Hollywood tainted love by leading people to believe that a wealthy man can fall for a wig wearing prostitute, and porn spoiled sex by tricking men into thinking that all women secretly crave explicit exploitation. Professional cooking, in turn, has been permanently fucked with by none other than Thomas Keller and his portrait of culinary perfection, The French Fucking Laundry. For my generation, this was the book to own. I pored over the pages for months on end, and cooking quickly switched from an interim means of acquiring beer money to an actual career plan. I had never seen food so clean and wonderfully presented. Even more alien was the inclusion of philosophy, as Keller preached about the “importance” of this or that. I drank the punch (and then I ate the bowl), which had obviously been cleverly reinterpreted and playfully titled, setting me up for several future disappointments. From then on, nothing I’ve done has been able to equal or better the standards laid out in his manuscript. I could look at this one of two ways: 1) I’m a failure, or 2) I was lied to. I’m going with the latter. And for the record, I count withholding the truth as lying.
What I mean by this is that I both credit and fault this book for forming the hopes and dreams of all the little cookers out there, slinging hash while pretending that it’s “hash” or whatever Mr. Keller would call it. The esthetic presented is Godly and pure: kitchen walls that have never heard a raised voice, a floor that has never felt a spill, complete with vegetables grown by Christ himself. Flip to a picture of anyone from the kitchen staff and imagine them with a halo and feathered wings, playing a harp to a pile artichokes. They’re practically glowing. I understand that I’m reaching, but it’s late enough that I’m convinced I’m onto something, so bear with me.

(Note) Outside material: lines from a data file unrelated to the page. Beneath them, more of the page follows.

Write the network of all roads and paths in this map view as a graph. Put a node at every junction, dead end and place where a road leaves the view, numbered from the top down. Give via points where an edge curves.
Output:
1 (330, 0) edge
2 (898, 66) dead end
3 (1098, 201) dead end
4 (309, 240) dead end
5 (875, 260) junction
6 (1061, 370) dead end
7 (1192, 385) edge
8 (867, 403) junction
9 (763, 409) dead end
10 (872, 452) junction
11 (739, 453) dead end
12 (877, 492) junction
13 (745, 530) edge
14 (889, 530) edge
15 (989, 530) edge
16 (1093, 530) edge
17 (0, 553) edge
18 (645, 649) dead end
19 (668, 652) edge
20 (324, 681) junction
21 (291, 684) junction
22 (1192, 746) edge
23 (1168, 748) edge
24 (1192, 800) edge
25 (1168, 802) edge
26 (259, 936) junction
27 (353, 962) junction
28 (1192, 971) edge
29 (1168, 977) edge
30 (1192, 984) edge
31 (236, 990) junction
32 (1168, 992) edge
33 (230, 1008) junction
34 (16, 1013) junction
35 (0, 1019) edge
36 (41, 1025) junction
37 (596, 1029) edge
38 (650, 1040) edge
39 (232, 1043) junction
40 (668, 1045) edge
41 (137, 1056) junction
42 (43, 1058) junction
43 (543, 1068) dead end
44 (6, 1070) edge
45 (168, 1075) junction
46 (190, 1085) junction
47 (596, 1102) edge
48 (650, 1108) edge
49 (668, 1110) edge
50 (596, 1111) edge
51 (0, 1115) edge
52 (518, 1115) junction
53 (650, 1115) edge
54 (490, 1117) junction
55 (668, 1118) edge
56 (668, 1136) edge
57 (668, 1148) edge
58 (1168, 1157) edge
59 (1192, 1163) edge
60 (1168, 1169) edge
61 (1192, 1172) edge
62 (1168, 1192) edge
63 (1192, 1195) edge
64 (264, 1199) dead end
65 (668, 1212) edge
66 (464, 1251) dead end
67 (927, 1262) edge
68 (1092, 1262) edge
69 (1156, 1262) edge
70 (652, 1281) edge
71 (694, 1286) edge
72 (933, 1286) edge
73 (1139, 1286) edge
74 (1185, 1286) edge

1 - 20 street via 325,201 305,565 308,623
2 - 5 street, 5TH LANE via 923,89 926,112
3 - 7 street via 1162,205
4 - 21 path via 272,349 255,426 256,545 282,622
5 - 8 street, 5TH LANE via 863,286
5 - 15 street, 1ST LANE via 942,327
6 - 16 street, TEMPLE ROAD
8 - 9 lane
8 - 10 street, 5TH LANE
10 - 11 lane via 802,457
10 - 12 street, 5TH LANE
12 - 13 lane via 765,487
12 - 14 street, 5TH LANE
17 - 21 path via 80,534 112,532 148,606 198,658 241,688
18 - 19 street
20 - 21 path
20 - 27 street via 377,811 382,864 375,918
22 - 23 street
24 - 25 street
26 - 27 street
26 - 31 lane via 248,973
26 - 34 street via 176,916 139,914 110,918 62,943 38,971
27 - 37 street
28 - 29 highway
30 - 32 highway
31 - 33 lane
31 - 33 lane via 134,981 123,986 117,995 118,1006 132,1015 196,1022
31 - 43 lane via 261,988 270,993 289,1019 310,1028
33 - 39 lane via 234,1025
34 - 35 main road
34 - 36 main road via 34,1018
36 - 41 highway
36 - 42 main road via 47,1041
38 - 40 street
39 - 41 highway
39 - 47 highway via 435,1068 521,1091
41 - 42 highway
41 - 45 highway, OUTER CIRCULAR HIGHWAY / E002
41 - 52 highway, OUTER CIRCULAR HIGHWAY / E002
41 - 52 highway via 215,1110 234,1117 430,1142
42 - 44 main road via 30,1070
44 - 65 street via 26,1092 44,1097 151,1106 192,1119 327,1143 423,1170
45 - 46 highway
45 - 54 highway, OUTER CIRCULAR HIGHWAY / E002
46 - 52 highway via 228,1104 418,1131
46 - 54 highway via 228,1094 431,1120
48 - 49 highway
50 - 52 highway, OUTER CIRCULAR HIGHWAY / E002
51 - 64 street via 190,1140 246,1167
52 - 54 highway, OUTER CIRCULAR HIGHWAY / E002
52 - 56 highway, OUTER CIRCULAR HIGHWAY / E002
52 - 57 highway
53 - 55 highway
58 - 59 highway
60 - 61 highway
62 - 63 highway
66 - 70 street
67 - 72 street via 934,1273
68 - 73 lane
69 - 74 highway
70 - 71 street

Don’t get me wrong, I still love the book, but I feel like they’ve done cooks everywhere a great big disservice by omitting the shit show. In recent years I’ve gone from a bad place to a good place, and eventually an even better place, only to find that quality and crazy are correlated. I thought that the better I became at this job, the more calm and collected I and the people around me would be. I’ve since discovered that if you’re cooking under ideal conditions, you’re probably at home. I understand that perhaps they wanted to make a cookbook that would sell, and telling people exactly how hard it is to cook those things is probably a terrible marketing campaign, but I could have used a little bit of real. I know that bad things happen in that place, they must. With high levels of performance comes failure of equal or greater proportions.
Which brings me to my next point: what is real? I don’t know the exact number of seats and cooks, but I’m pretty sure it’s a lot closer to equal than in any restaurant you’ve ever worked in, unless of course you’ve worked somewhere on its last legs, but that’s not the same. If they’re angels, there’s an army of them making sure those little sauce dots are in the right place every time. In a “real” kitchen, it’s less an army and more of a little gang. Only a few restaurants in the world can afford to do things the Thomas Keller way, so to treat the book as anything more than fantasy was probably my fault.
The reality of the business came down hard on my French Laundry fantasies, turning what I thought were bricks into mere dust (maybe some kind of vegetable powder). I’ve entered my rebuilding phase, chock full of awful nights and terrible mistakes, and while it may not be perfect, it’s perfectly real.